Ma vale la pena fare un passo indietro, alla notte sulle sedie, alle 3 ore per avere gli esiti delle analisi del sangue (pare, un termine necessario perché i campioni prelevati diano risposta), «ma potrebbe volerci qualcosa in più – avvertono – c’è poco personale a quest’ora». Quest’ora. Di ore ne passeranno molte di più. Ore 2.30, il tempo è trascorso, l’Rx al torace è stata fatta. E allora? «Il medico deve fare la valutazione». Intanto, il pronto soccorso si riempie a ondate: la ragazza con l’intossicazione, il veneto preso a botte per essersi immischiato in una lite tutta barese, la bimba con la gamba fasciata, la signora con i calcoli renali.

Il termometro

Ore 4.30, la febbre sale, chiedo un termometro, ingenuamente. «Non abbiamo termometri». E la risposta, di per sé una contraddizione in termini, ha una spiegazione: «Ce li rubavano sempre, rubano anche le sedie a rotelle». Non capisco, ma insisto, ne arriva uno: «È della collega, lo usi, poi lo disinfettiamo e lo restituiamo». Termometri troppo costosi per essere ricomprati, ma stride con quello che mi raccontano: «Lo vede quello seduto lì? È un pregiudicato, viene sempre e fa casino per fare esami, ci fa le truffe». Passerà anche lui dalla Tac.

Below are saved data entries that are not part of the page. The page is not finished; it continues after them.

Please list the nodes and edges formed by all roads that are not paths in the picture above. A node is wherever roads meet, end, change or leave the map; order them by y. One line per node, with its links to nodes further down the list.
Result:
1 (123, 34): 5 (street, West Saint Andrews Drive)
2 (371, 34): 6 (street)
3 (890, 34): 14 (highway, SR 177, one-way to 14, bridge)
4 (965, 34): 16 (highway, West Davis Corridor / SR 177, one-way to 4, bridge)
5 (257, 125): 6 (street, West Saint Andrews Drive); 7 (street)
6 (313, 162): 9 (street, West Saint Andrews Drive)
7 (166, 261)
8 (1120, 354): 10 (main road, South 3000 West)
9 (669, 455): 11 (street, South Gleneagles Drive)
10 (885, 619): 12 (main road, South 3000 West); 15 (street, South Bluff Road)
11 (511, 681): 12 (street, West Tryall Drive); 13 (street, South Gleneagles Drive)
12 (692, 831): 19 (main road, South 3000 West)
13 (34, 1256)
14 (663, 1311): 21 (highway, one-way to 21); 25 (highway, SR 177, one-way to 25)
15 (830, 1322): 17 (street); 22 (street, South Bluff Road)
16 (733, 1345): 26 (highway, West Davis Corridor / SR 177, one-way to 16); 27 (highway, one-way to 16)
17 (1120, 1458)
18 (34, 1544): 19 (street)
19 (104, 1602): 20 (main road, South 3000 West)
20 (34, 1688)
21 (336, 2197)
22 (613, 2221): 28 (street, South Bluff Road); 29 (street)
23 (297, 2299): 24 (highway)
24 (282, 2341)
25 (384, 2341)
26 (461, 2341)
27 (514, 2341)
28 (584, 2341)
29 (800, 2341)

La febbre c’è, generosamente applicano una flebo con paracetamolo. Ore 5.20, il cortese addetto all’accettazione porta novità: «La dottoressa ha guardato gli esami, richiede una consulenza pneumologica». Bene, andiamo. «No, i medici in Pneumologia arrivano alle 8, prima ripassate dall’ambulatorio».

Il nuovo giorno

Superato lo sfogo di mio figlio che chiede come mai non ce l’hanno detto prima (avremmo dormito qualche ora a casa), si sceglie di aspettare. Ancora. Ore 8: «La dottoressa arriva alle 8.30». Mio figlio dentro, io dall’altra parte del vetro, alziamo la voce, scelgono di spedirci comunque in Pneumologia, «sennò qua questi fanno un macello». Mi chiedo, ma è necessario arrivare a questo? Ore 9, aspettiamo ancora la strutturata. Arriva, guarda la radiografia e le analisi, ci rispediscono in pronto soccorso per una Tac e altri esami. Ore 11.15, fatto tutto grazie a un’infermiera angelo, che gestisce le emergenze e comprende la stanchezza di mio figlio. Si torna in Pneumologia, la strutturata è cambiata, ma in visita c’è un altro paziente. È l’ultimo step (credevamo), ci facciamo coraggio, una infermiera porta una sedia in corridoio. Dopo un’ora entriamo: uno sguardo agli esami, la diagnosi senza molta empatia (del resto, i medici devono essere preparati, non empatici), ma per il ricovero si torna al pronto soccorso, come una specie di sfibrante gioco dell’oca.

La barella

Ore 13.30, posti letto cercasi. Allora, sdraiato su una barella dallo schienale inclinabile, mio figlio inizia la terapia in un corridoio. Ci resterà fino alle 22.30, quando una dottoressa comprenderà la necessità di riposo e lo sposterà con la sua barella in una delle stanze di degenza del pronto soccorso, dove i letti sono tutti occupati. Pazienza, avanti c’è posto. Ore 9.30, due camici bianchi arrivano e “dissentono” sulla scelta del ricovero, «può curarsi a casa, chiamate la mamma che lo venga a prendere», alle 15 lo dimettono. Ci diranno dopo che quei due camici erano della direzione sanitaria. Ogni vita, evidentemente, ha un costo.